Nutrients such as phosphorus and potassium are not as mobile in the soil and therefore do not lend themselves for post-seeding application due to their low ability to move to the plant root zone. As a result, these nutrients should be banded into the soil prior to, or during, seeding.

Nutrient uptake and removal values
“The goal of balancing nutrient inputs with crop removals is twofold. It reduces the buildup of nutrients and addresses environmental concerns while keeping fertility costs to a minimum,” explains Heard. “However, this balancing philosophy may limit yields when used on low test soils.”

The Canadian Fertilizer Institute publishes charts for nutrient uptake and removal. The most recent for western Canada was published in 2001. ‘Uptake’ refers to total nutrient uptake in harvested (grain) and residue (straw) portion, whereas ‘removal’ is the harvested portion only.

For example, CFI reports that spring wheat takes up between 1.9 and 2.32 pounds per bushel of N, while 1.35 to 1.65 pounds of N per bushel are removed with the seed – the remainder is returned to the field.

To see if these figures correlated to other studies, Heard looked at research trials in western Canada. In general, values were similar to the CFI guidelines, but exceptions were not uncommon. This may be expected since some nutrients such as potassium are known to be taken up in amounts greater than those required for growth when there is ample soil supply, known as ‘luxury consumption’. Similarly, nitrogen content of crops and grain can be manipulated by fertilizer management.

Concern about phosphorus in the environment is driving much of the current interest in ‘nutrient balance’, with some crops being touted as high P accumulators with a good fit for high P testing soils.

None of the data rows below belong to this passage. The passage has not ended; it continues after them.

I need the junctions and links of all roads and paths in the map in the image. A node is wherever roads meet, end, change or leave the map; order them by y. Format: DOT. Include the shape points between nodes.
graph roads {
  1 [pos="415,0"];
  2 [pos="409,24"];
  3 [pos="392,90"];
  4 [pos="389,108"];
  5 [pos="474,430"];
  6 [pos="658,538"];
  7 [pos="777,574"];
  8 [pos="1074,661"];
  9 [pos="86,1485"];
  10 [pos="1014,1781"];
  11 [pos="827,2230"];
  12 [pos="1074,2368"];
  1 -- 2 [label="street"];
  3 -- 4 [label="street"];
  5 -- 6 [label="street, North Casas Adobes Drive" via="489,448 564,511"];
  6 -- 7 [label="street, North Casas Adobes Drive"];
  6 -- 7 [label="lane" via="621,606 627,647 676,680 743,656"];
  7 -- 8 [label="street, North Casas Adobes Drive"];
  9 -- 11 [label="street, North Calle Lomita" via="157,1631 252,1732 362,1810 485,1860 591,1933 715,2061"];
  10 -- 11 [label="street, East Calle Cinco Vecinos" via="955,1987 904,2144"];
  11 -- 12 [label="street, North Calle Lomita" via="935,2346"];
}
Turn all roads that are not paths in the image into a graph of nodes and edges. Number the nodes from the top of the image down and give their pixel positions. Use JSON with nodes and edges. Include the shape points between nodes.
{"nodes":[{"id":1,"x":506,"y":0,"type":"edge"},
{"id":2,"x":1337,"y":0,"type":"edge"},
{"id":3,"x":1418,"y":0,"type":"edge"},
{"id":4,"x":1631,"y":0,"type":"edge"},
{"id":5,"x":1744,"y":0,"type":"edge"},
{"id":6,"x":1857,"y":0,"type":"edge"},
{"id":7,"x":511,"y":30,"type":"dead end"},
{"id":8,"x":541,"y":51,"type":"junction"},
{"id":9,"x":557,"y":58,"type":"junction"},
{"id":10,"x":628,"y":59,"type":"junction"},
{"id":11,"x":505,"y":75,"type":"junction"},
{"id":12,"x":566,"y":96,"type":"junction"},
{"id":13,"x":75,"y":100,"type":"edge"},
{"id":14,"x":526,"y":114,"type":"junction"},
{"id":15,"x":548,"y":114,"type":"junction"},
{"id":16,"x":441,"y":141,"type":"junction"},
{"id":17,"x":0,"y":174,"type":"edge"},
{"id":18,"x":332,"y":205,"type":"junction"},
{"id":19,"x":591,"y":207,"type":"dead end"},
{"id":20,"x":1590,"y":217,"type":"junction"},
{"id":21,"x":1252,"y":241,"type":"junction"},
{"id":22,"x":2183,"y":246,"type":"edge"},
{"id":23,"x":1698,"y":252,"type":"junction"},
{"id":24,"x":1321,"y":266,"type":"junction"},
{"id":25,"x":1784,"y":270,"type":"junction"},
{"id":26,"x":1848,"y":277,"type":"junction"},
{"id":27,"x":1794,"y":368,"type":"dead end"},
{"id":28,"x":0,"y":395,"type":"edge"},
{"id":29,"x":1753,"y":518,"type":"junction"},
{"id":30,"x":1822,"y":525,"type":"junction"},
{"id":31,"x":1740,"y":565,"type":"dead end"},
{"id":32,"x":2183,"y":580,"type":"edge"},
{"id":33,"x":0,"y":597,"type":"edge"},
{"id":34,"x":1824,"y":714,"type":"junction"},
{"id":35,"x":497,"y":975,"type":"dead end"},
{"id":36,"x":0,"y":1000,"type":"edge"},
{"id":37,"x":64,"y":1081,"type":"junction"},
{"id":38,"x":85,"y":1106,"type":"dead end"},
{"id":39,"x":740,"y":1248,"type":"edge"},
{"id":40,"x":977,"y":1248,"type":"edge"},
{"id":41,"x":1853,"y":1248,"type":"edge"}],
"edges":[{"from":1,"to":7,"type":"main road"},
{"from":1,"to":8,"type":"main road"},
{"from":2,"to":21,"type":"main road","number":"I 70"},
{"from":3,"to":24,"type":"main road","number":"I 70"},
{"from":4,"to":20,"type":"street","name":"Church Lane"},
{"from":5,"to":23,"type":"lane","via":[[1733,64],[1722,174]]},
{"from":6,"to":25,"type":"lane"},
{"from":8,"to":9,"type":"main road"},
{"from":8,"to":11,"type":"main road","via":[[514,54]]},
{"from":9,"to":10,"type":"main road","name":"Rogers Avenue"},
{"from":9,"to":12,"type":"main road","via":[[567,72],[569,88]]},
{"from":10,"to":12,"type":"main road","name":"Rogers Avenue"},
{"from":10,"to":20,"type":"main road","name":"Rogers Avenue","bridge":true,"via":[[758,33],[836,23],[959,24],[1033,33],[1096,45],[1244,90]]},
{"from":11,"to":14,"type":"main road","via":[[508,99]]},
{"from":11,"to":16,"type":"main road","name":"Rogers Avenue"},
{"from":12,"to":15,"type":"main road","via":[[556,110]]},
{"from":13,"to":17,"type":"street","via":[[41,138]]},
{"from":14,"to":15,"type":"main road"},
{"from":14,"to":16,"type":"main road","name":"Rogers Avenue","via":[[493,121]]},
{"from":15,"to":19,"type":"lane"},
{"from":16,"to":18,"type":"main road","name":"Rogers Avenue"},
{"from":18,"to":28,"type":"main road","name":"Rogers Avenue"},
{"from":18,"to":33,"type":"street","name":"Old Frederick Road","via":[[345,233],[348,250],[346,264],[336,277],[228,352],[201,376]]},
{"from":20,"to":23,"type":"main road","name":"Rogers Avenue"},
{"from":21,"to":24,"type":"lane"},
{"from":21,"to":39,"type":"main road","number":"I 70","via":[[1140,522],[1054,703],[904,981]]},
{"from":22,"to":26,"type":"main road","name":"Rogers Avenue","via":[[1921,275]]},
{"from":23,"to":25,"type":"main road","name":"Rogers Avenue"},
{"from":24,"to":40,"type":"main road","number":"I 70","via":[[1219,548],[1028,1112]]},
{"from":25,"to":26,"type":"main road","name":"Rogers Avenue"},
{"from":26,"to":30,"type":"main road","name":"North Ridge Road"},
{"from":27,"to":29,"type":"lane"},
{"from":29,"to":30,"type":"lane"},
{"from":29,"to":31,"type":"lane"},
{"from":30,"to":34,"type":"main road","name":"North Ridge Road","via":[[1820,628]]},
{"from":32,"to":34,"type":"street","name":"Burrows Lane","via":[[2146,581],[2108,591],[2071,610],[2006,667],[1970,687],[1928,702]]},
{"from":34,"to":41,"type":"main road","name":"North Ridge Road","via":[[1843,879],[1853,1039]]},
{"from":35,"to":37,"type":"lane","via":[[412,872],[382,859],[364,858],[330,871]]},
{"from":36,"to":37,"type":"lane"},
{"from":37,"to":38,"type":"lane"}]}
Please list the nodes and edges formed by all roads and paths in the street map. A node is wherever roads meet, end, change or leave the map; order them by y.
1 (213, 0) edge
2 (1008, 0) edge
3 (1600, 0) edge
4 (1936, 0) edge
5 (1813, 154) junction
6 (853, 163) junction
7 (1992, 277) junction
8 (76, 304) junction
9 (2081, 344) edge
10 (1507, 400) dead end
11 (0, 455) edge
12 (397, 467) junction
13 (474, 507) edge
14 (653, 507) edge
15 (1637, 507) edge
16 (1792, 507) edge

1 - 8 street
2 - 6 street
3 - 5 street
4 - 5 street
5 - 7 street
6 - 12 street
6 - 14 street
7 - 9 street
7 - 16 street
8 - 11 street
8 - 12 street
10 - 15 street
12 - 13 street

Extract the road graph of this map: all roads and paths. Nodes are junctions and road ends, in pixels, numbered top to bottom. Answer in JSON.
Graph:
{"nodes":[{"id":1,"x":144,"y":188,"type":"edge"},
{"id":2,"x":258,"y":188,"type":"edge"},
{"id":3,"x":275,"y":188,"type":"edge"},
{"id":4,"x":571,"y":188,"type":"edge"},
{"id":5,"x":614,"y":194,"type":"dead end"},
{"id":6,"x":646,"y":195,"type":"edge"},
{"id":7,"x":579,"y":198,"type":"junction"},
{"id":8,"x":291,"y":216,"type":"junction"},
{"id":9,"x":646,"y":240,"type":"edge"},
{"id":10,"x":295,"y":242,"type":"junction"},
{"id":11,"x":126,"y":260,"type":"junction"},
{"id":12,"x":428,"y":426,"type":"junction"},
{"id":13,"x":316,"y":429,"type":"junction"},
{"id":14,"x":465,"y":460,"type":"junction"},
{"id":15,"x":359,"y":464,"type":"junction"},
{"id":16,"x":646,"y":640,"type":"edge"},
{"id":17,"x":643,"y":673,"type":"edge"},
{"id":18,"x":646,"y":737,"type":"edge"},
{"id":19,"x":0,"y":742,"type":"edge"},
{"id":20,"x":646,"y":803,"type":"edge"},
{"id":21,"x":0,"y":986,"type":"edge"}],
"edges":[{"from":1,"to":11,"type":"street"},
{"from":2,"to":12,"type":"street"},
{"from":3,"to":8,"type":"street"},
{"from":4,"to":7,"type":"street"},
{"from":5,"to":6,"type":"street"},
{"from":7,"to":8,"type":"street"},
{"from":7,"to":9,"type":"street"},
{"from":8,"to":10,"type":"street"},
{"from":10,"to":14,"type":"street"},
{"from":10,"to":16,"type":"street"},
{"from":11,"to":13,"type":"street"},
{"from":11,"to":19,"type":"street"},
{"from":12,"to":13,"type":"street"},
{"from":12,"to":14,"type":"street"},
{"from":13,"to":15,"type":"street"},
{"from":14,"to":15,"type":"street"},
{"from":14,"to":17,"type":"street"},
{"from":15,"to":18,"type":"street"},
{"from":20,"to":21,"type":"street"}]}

In Manitoba studies, Heard reports phosphorus was removed by the high yielding crops at the following rates: 61lb/ac P2O5 for corn (156bu/ac), 54lb/ac P2O5 for soybeans (46bu/ac), and 59lb/ac P2O5 for potatoes (376cwt/ac). Despite these seemingly high removal rates, there would be little short-term impact expected on soil P levels since estimates from Ontario and North Dakota show that 35lb/ac P2O5 and 20lb/ac P2O5 respectively is required to elicit a change of 1.0ppm in Olsen soil P.

“This suggests that the greatest decrease one might expect to see in soil test phosphorus values would be 1.0ppm to 3.0ppm Olsen P per year assuming very high yield values. This also illustrates why soils build very slowly in soil P when phosphorus is applied at or slightly greater than removal values,” explains Heard.

Generally, Heard says the data from several prairie studies on nutrient uptake and removal provide a valuable baseline similar to the CFI publications, but considerable variability may occur. Some nutrients are accumulated by crops in luxury amount – beyond that required for plant function. Similarly, crop nutrientcontent, especially nitrogen, reflects the fertility regime the crop is grown under. Nevertheless, the published charts from the Canadian Fertilizer Institute are a good starting place when doing nutrient budgeting.